While fundamentals remain the same under Coalition and Labor Governments, Kim Sattler is hopeful the Federal government can make some change for the better.

She mentions the Commonwealth State Housing arrangements, which saw some public housing federally funded. After John Howard abolished formal agreements, the arrangements were neglected by all subsequent ALP and Coalition governments,

Anyone connected with the public service know it’s been gutted. Her many years as a former UnionsACT head gives her particular contacts and insight. She details how many talented public servants headed overseas when the public sector wage freeze made jobs unattractive.

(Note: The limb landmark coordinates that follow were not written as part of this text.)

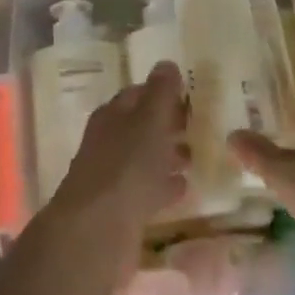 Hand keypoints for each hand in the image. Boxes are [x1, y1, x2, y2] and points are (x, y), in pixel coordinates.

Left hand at [49, 62, 190, 238]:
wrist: (97, 231)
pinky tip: (184, 188)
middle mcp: (107, 142)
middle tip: (197, 124)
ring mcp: (112, 176)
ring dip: (167, 155)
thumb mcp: (149, 122)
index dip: (160, 92)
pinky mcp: (120, 208)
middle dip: (166, 124)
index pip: (136, 94)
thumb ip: (160, 93)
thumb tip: (166, 63)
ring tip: (195, 156)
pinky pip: (147, 189)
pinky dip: (164, 186)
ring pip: (143, 158)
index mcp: (111, 116)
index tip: (188, 94)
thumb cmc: (126, 167)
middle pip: (139, 126) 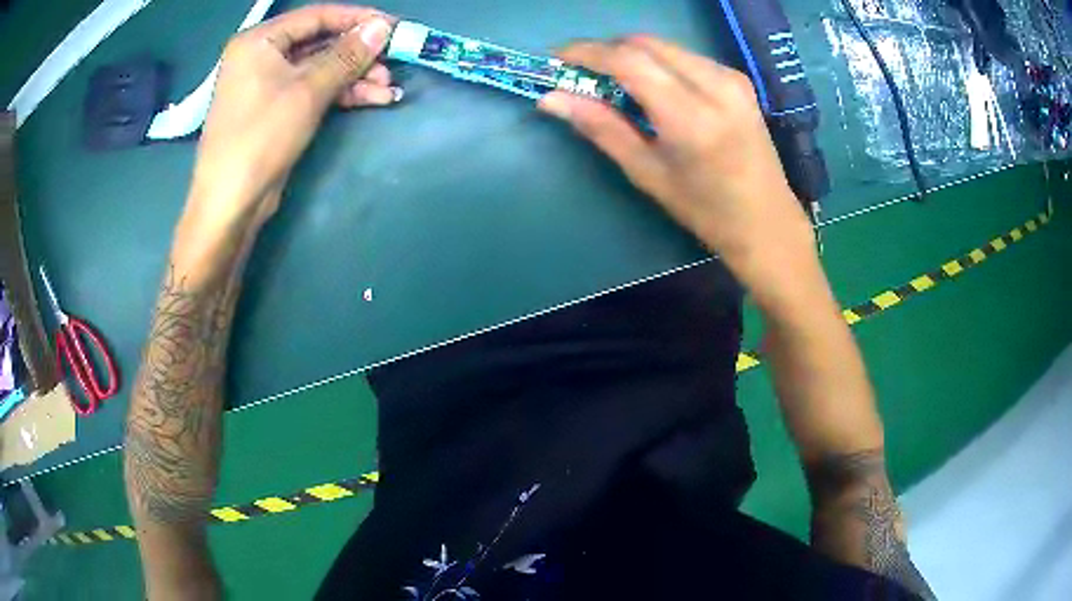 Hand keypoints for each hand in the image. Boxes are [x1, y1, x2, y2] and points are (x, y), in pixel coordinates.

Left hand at [187, 5, 399, 232]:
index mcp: (259, 41)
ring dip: (355, 77)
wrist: (230, 203)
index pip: (316, 16)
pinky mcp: (275, 109)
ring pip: (320, 69)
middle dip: (358, 55)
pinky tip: (373, 99)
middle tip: (392, 63)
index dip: (357, 19)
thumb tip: (382, 27)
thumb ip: (347, 55)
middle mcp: (261, 56)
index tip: (394, 27)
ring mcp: (267, 84)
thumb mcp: (307, 91)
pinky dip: (341, 94)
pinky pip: (312, 90)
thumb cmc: (261, 137)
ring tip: (388, 89)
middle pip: (320, 43)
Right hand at [538, 37, 814, 287]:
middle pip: (645, 43)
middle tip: (580, 73)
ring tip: (610, 81)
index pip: (629, 61)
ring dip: (631, 54)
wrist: (768, 223)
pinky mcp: (738, 79)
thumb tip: (551, 99)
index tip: (555, 59)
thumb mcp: (647, 173)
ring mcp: (731, 78)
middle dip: (606, 50)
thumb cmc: (706, 211)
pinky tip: (649, 86)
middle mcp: (715, 84)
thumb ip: (601, 127)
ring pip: (664, 46)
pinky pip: (685, 56)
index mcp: (691, 116)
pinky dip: (657, 62)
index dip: (586, 53)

Nearly all jobs are now subcontracted through private Canberra recruitment agencies. 

She says, “All the most senior department heads publicly announced they were leaving as Morrison took over. Every department is now top-end loaded with ideological appointees.

“Who knew there were so many boys and girls to give the jobs too,” she laughs.

“That’s where Robodebt and the rest came from,” she continues.

Working with migrants and refugees she knows the Immigration Department is short 500 public servants. “Labor found 25,000 unprocessed passport applications. They’re now completed. Forget about visas,” she says.

She says she’s “never experienced such consultation or listening. Before we were just told”.

Kim is particularly hopeful that change will come out of the NDIS inquiry for the many applicants knocked back from support. She’s happy there’s an evolving hit-list of providers.

What this writer hasn’t forgotten is the NDIS is an ALP Government creation. It dumped all the publicly employed nurses, psychologists, social workers, therapists replacing them with a 100% for-profit, corporatised system.

Battles we’d already won

She says, “We’re fighting all the same battles we’d won years ago, as though they never happened.

“Even pensioners often have to pay for medical care.

“Women face add-on fees for anything to do with reproductive care.

Even cancer. “Women are borrowing money to access chemotherapy. Breast cancer patients have to pay $6000 up-front fees for treatment. Mammograms were free. Now under 55s have to pay for them. Yet it’s a young woman’s disease,” Kim points out.

“Capitalism twists, turns and evolves,” she says. “It doesn’t even pay lip service to fundamental rights.”

As attacks hit wider sections of people, so does the potential to mobilise them.

In life spent helping women and workers assert their power, Kim Sattler knows, if we don’t unite and fight, we’ve already lost.